Comments  Comments [ 0 ]    By IANS | 16 September 2007 | 10:53am

New Delhi, Sep 16 (IANS) Twelve-year-old Sahiful Mondal was playing with his friends at Muktaneer, the home for destitute children in Kolkata where he stayed. They were posing as wild animals in a forest.

'Why don't we turn this game into a film,' Sahiful thought. He went and told Swapan Mukherjee, secretary of the Centre for Communication and Development (CCD), the organisation that ran the children's home.

Mukherjee wrote a script based on the game, the children scrambled to put the costumes together, they rehearsed for two days and then they started shooting under the direction of Sahiful.

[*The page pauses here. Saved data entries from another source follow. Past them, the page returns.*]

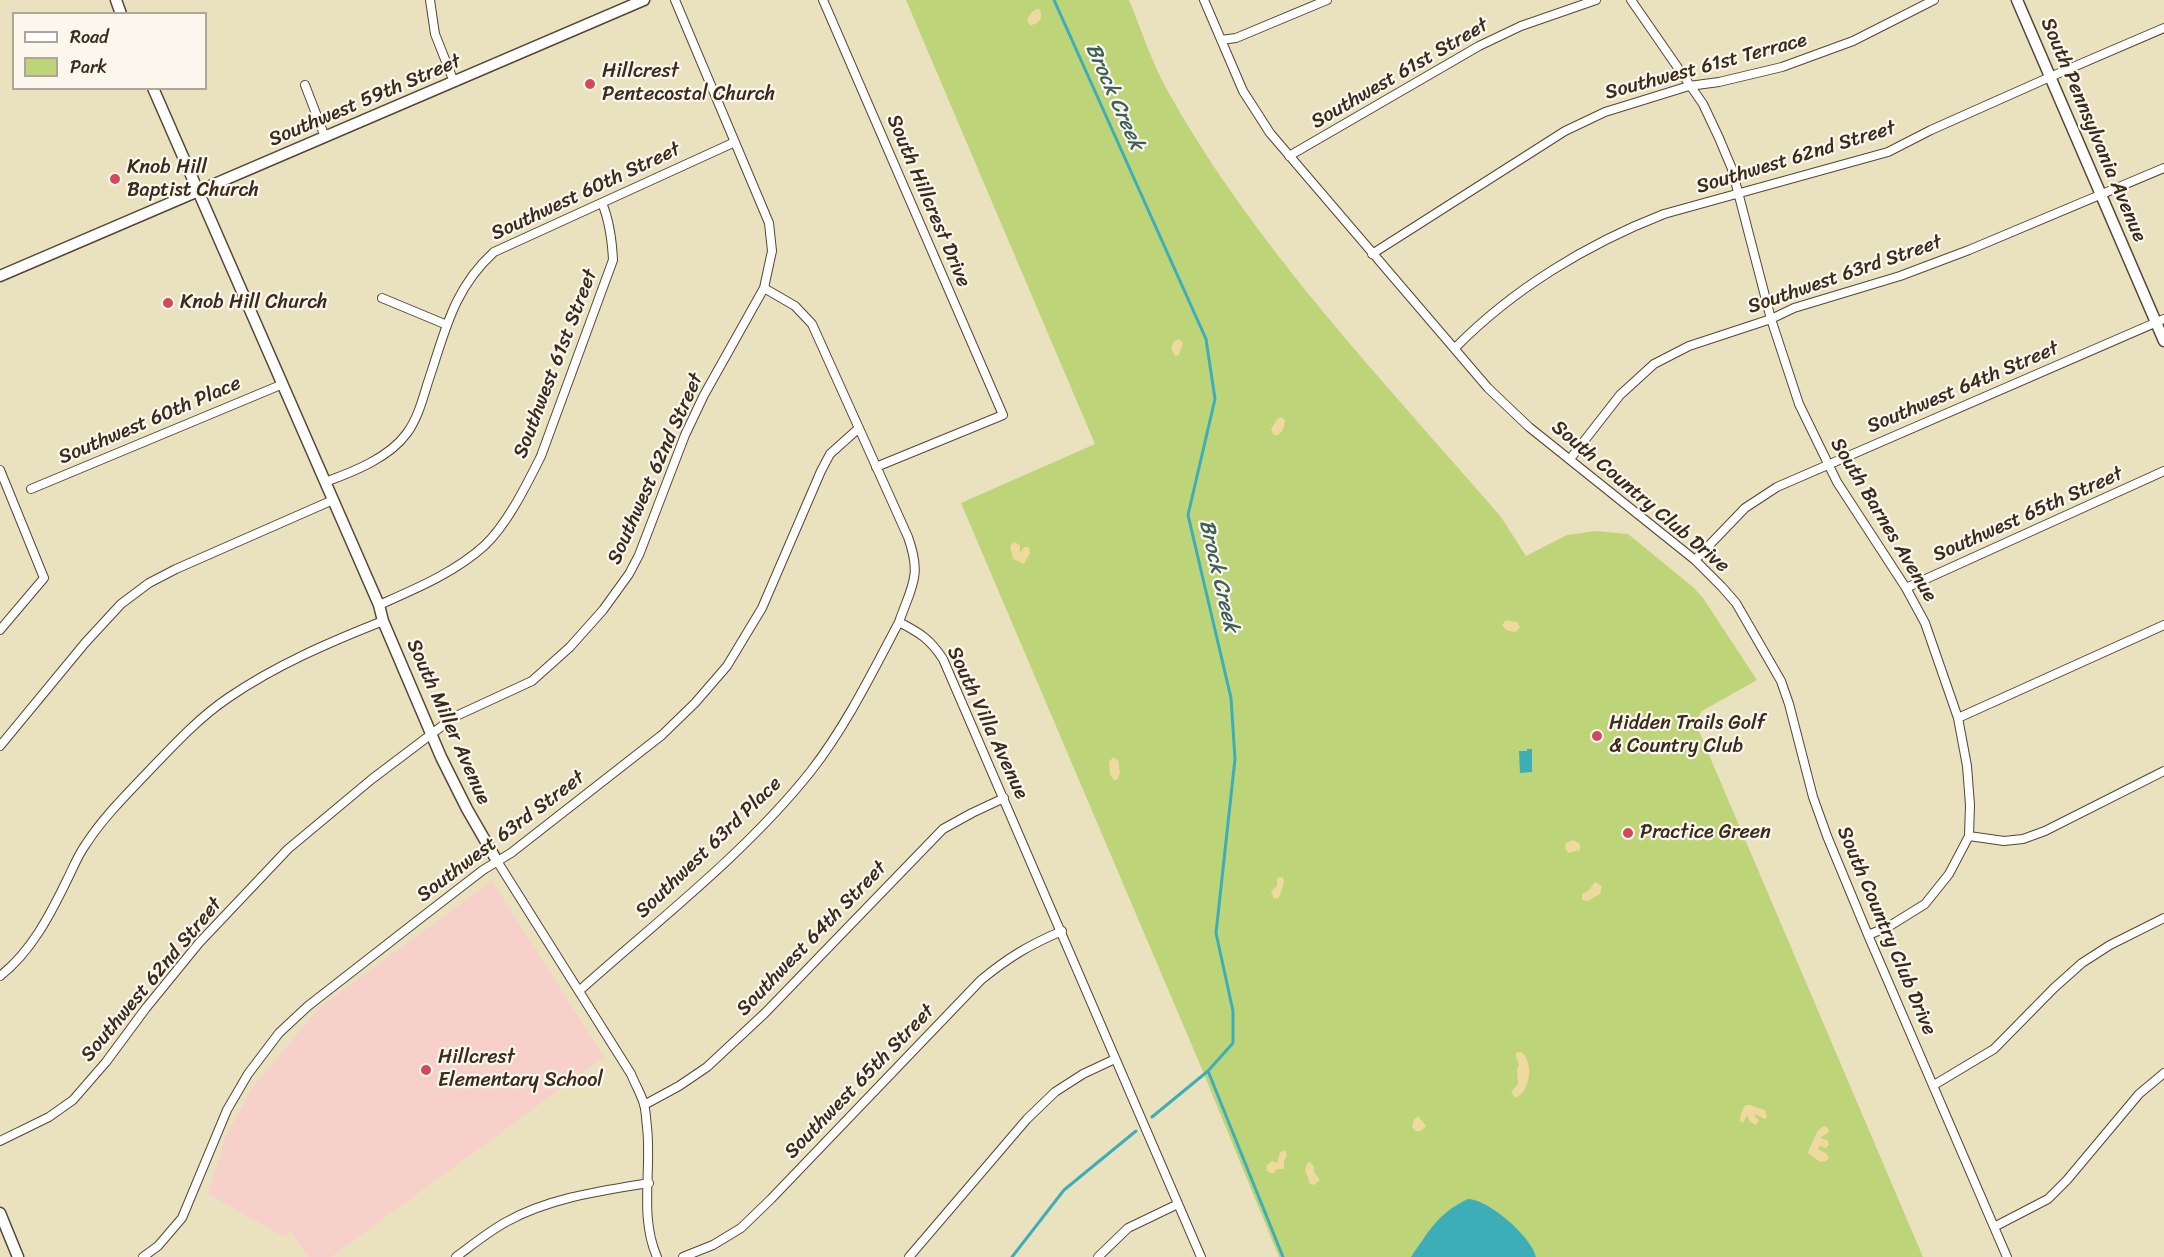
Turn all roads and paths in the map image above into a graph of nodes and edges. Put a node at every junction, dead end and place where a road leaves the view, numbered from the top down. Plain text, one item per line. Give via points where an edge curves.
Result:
1 (430, 0) edge
2 (644, 0) edge
3 (675, 0) edge
4 (823, 0) edge
5 (1204, 0) edge
6 (1327, 0) edge
7 (1596, 0) edge
8 (1631, 0) edge
9 (1934, 0) edge
10 (2017, 0) edge
11 (2164, 28) edge
12 (1221, 40) junction
13 (2050, 77) junction
14 (454, 82) junction
15 (305, 85) dead end
16 (1689, 86) junction
17 (154, 90) edge
18 (325, 137) junction
19 (735, 142) junction
20 (1288, 156) junction
21 (2164, 168) edge
22 (198, 191) junction
23 (1738, 194) junction
24 (2100, 195) junction
25 (602, 203) junction
26 (1372, 254) junction
27 (0, 276) edge
28 (764, 288) junction
29 (382, 298) dead end
30 (1772, 319) junction
31 (2160, 321) edge
32 (447, 325) junction
33 (2164, 341) edge
34 (1455, 348) junction
35 (283, 384) junction
36 (859, 428) junction
37 (1570, 459) junction
38 (1828, 464) junction
39 (876, 467) junction
40 (0, 470) edge
41 (2164, 471) edge
42 (326, 482) junction
43 (31, 489) dead end
44 (333, 500) junction
45 (1695, 560) junction
46 (1906, 588) junction
47 (379, 605) junction
48 (383, 621) junction
49 (899, 622) junction
50 (2164, 625) edge
51 (0, 630) edge
52 (1958, 718) junction
53 (433, 734) junction
54 (0, 746) edge
55 (2164, 771) edge
56 (1004, 798) junction
57 (1969, 836) junction
58 (497, 861) junction
59 (2164, 918) edge
60 (1062, 931) junction
61 (1868, 935) junction
62 (0, 976) edge
63 (579, 991) junction
64 (1116, 1059) junction
65 (2164, 1073) edge
66 (1934, 1085) junction
67 (644, 1105) junction
68 (0, 1141) edge
69 (649, 1183) junction
70 (1178, 1204) junction
71 (0, 1214) edge
72 (1994, 1227) junction
73 (18, 1257) edge
74 (143, 1257) edge
75 (456, 1257) edge
76 (657, 1257) edge
77 (683, 1257) edge
78 (909, 1257) edge
79 (1098, 1257) edge
80 (1201, 1257) edge
81 (2007, 1257) edge

1 - 14 street via 435,34
2 - 14 main road, Southwest 59th Street
3 - 19 street
4 - 39 street, South Hillcrest Drive via 1003,415
5 - 12 street, South Country Club Drive
6 - 12 street via 1236,38
7 - 20 street, Southwest 61st Street via 1521,26 1479,46
8 - 16 street, South Barnes Avenue
9 - 16 street, Southwest 61st Terrace via 1853,41 1782,67
10 - 13 main road, South Pennsylvania Avenue
11 - 13 street, Southwest 62nd Street
12 - 20 street, South Country Club Drive via 1243,91
13 - 23 street, Southwest 62nd Street via 1888,152
13 - 24 main road, South Pennsylvania Avenue
14 - 18 main road, Southwest 59th Street
15 - 18 street
16 - 23 street, South Barnes Avenue via 1719,138
16 - 26 street, Southwest 61st Terrace via 1605,112 1565,131
17 - 22 main road, South Miller Avenue
18 - 22 main road, Southwest 59th Street
19 - 25 street, Southwest 60th Street
19 - 28 street via 769,223 770,266
20 - 26 street, South Country Club Drive
21 - 24 street, Southwest 63rd Street
22 - 27 main road, Southwest 59th Street
22 - 35 main road, South Miller Avenue
23 - 30 street, South Barnes Avenue
23 - 34 street, Southwest 62nd Street via 1664,214 1574,256 1477,325
24 - 30 street, Southwest 63rd Street via 1969,250 1794,308
24 - 31 main road, South Pennsylvania Avenue
25 - 32 street, Southwest 60th Street via 494,252 478,266 457,298
25 - 47 street, Southwest 61st Street via 608,215 613,260 530,478 485,545 451,570
26 - 34 street, South Country Club Drive
28 - 36 street via 795,306 812,324
28 - 53 street, Southwest 62nd Street via 685,435 639,555 603,610 532,681 454,717
29 - 32 street
30 - 37 street, Southwest 63rd Street via 1689,345 1654,364 1620,394
30 - 38 street, South Barnes Avenue via 1799,404
31 - 33 main road, South Pennsylvania Avenue
31 - 38 street, Southwest 64th Street
32 - 42 street, Southwest 60th Street via 420,407 407,433 365,467
34 - 37 street, South Country Club Drive via 1488,388
35 - 42 main road, South Miller Avenue
35 - 43 street, Southwest 60th Place
36 - 39 street
36 - 58 street, Southwest 63rd Street via 830,454 820,471 762,608 727,666 662,735
37 - 45 street, South Country Club Drive
38 - 45 street, Southwest 64th Street via 1778,487 1745,508
38 - 46 street, South Barnes Avenue
39 - 49 street via 915,558 915,578
40 - 51 street via 44,578
41 - 46 street, Southwest 65th Street
42 - 44 main road, South Miller Avenue
44 - 47 main road, South Miller Avenue
44 - 54 street via 149,583 121,604
45 - 61 street, South Country Club Drive via 1736,603 1781,681 1813,797
46 - 52 street, South Barnes Avenue via 1925,623
47 - 48 main road, South Miller Avenue
48 - 53 main road, South Miller Avenue
48 - 62 street via 259,679 199,721 108,814 84,846 33,941
49 - 56 street, South Villa Avenue via 923,634 944,659
49 - 63 street, Southwest 63rd Place via 833,740 810,772 756,832
50 - 52 street
52 - 57 street, South Barnes Avenue via 1967,766
53 - 58 main road, South Miller Avenue via 466,809
53 - 68 street, Southwest 62nd Street via 288,849 199,943 73,1100 49,1117
55 - 57 street via 2023,839 2004,841
56 - 60 street, South Villa Avenue
56 - 67 street, Southwest 64th Street via 943,830 707,1067
57 - 61 street, South Barnes Avenue via 1949,874 1925,904
58 - 63 street, South Miller Avenue
58 - 74 street, Southwest 63rd Street via 279,1033 227,1110 182,1218
59 - 66 street via 2082,963 1994,1048
60 - 64 street, South Villa Avenue
60 - 77 street, Southwest 65th Street via 1028,945 981,980 741,1228
61 - 66 street, South Country Club Drive
63 - 67 street, South Miller Avenue via 631,1074
64 - 70 street, South Villa Avenue
64 - 78 street via 1055,1092 1034,1112
65 - 72 street via 2139,1094 2048,1199
66 - 72 street, South Country Club Drive
67 - 69 street, South Miller Avenue
69 - 75 street via 596,1191 538,1207
69 - 76 street, South Miller Avenue via 646,1214 650,1242
70 - 79 street via 1128,1228
70 - 80 street, South Villa Avenue
71 - 73 main road
72 - 81 street, South Country Club Drive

The result was 'Aamra' (We Are), a 12-minute movie that won the best film award at the Kids for Kids International Film Festival in Naples, Italy, in 2005 and the critics' award at the 2005 Chicago International Film Festival.

'Aamra' is now an entry at the fourth Environment and Wildlife Film Festival organised here by the Centre for Media Studies from Wednesday to Sunday.

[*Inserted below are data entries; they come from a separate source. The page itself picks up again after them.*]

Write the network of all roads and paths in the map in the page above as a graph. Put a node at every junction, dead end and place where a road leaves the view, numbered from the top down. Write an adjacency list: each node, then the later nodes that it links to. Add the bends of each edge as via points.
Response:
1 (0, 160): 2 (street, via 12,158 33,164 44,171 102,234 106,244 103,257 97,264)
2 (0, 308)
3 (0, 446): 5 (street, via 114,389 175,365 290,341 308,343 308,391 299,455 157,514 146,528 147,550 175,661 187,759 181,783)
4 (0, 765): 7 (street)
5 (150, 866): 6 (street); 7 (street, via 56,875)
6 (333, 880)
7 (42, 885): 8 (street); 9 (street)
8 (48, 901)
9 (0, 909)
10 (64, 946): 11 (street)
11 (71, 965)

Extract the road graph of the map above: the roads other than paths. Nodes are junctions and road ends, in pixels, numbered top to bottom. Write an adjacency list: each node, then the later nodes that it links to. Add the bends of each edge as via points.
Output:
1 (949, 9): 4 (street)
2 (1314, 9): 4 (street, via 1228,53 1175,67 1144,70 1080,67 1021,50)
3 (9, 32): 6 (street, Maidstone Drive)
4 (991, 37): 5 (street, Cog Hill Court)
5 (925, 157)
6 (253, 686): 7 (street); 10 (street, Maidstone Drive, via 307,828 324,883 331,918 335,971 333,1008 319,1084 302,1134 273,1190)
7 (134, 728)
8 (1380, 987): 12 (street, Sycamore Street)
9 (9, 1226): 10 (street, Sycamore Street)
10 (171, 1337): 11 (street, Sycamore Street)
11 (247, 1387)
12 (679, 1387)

The movie retains the flavour of a children's fancy dress competition, as 12 of them dress up as animals and get together for a meeting. But then it gets serious.

In Sahiful's words, 'Why do we fight among ourselves, the animals ask. Instead, let us attack those who come to our forest to destroy us. We won't do anything to those who come for a visit. But if they come with axes, we're going to attack them. How would a human feel if we went to his house and tried to break it down?'

And that's exactly what the children act out. It's simple and very effective.

'I never dreamt I'd be able to hold a camera in my hand,' Sahiful told IANS when asked about his experience as a director. He lost his father to tuberculosis when he was less than three years old. His mother Zahida Bibi works as a maid.

From the age of four, Sahiful would take the villagers' goats and cattle out to graze, helping augment the family income. As the animals grazed, he would wander around, trying to find a good patch of grass and water, with a bit of shade, for next day's grazing - a filmmaker would say he was already learning to check out shooting locations!

Sahiful moved to Muktaneer when he was eight, as his mother couldn't look after him any longer. Now she visits him occasionally at the children's home and he sometimes goes to visit her at their village in North 24 Parganas district.

Now 14, Sahiful looks like any freckled gawky boy, shy and tongue-tied around adults. But the mental horizon of this Class 8 student has gone far beyond the grazing grounds of his village.

What would he like to do when he grows up? 'Be a film director, of course,' he says.